New inspectors begin with BearU, our internal library of lectures, videos, and reference material. Everything is structured in a specific order and preloaded so there’s no friction getting started.
From there, we move into past reports. There are many of them. The goal isn’t to read every word, but to get faster at scanning, recognizing patterns, and spotting what’s unusual. Over time, inspectors learn what “normal variation” looks like and what stands out.
We also have inspectors study the inspection template closely. It covers the majority of conditions they’ll encounter. The remaining cases—the odd ones—can’t be predicted in advance, which is exactly why judgment matters.
Finally, we introduce data awareness. Inspectors review our internal inspection map to see how movement patterns vary across regions. It’s not definitive, but it helps build intuition about where problems tend to show up—and where the data is thinner.
Phase two: lecture review and structured questions
The lecture review phase is interactive.
We go through lectures together and new hires flag areas that need more explanation. They’re expected to generate their own list of questions—things they want to understand better, topics they’ve researched but want to sanity-check.
This phase isn’t about passive absorption. It’s about forming a habit of asking better questions.
Phase three: on-site training in layers
Field training happens in stages, each with a different purpose.
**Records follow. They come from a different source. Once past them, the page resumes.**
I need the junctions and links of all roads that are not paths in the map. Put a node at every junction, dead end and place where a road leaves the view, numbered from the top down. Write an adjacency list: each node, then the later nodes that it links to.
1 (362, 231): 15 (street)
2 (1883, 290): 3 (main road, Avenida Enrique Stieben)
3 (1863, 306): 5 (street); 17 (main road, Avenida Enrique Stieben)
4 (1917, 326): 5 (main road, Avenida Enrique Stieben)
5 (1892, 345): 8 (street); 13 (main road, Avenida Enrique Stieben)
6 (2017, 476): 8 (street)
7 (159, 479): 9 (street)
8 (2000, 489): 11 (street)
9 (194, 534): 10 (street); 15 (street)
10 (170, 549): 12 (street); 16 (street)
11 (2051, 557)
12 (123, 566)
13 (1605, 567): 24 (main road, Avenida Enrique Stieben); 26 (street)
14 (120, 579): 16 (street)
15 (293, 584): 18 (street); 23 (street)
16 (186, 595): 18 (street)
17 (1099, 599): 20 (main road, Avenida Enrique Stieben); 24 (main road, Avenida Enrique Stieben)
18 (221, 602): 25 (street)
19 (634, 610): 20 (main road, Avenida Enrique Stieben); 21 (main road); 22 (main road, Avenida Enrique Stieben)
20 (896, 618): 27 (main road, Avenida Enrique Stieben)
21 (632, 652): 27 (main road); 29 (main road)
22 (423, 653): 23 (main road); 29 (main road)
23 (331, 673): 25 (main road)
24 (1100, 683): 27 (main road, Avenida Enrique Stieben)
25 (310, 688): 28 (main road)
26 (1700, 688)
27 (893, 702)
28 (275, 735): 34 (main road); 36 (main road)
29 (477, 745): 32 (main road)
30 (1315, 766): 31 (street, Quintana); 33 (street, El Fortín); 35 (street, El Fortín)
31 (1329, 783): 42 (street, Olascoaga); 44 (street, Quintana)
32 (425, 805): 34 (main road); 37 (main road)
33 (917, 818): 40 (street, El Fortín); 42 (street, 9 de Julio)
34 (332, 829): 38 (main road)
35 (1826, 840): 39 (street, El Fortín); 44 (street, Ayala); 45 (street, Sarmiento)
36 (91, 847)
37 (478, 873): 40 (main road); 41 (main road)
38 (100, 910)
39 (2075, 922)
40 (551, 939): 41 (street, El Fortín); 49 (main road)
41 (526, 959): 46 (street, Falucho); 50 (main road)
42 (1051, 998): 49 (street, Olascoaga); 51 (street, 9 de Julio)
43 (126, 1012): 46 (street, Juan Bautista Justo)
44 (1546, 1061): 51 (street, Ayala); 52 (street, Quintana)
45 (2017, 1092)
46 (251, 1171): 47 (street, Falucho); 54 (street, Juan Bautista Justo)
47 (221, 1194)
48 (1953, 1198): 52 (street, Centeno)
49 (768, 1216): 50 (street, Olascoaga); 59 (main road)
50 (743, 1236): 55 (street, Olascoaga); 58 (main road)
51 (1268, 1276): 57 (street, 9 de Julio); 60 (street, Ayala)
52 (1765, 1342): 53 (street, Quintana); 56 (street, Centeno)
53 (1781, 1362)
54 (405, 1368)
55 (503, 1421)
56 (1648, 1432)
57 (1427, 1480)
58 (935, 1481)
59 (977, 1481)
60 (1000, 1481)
Observation inspections come first. New inspectors attend several inspections where they mostly watch. They see the pace, the flow, where attention is focused, how decisions are made quickly, and how reports are built in real time. Speed matters here—not rushing, but efficiency.
Under-instruction inspections come next. The trainee leads the inspection and discussion, with support ready when needed. We review the core of the report together, make edits, and talk through why certain wording works and other wording creates risk or confusion.
Checkout inspections are the transition point. The trainee runs the inspection independently while I conduct my own parallel assessment. We then compare notes—what they caught, what they missed, and why. There’s no fixed number of these. Readiness varies. Some discomfort is expected; that’s part of learning to carry responsibility.
Once someone is ready, they go out on their own—with a constant tie to more senior engineers / inspectors through video chats (including in the crawlspace as needed).
Feedback is constant, not episodic
Training doesn’t stop when someone is “done.”
On-site, feedback happens immediately—how inspectors interact with clients, how they explain things, how they handle questions. In reports, we use structured review systems to flag wording, clarity, and risk exposure.
We also expect inspectors to actively seek and monitor online reviews. Not for ego, but for signal. Patterns in feedback matter.
Learning from near-misses
One of the most important parts of our culture is how we handle near-misses.
Inspectors are expected to tell me when they almost missed something significant. In some cases, those situations are shared with the team so everyone learns from them. The goal isn’t blame—it’s tightening the system.
Near-misses are data.
Why we train this way
Foundation inspections don’t reward rote behavior. They require judgment under uncertainty, clear communication, and the ability to slow down or speed up when the situation demands it.
This training program is designed to build those skills deliberately. Not by pretending we can eliminate uncertainty—but by teaching people how to navigate it responsibly.
That’s the standard we hold ourselves to, and it’s what clients ultimately experience when the system works.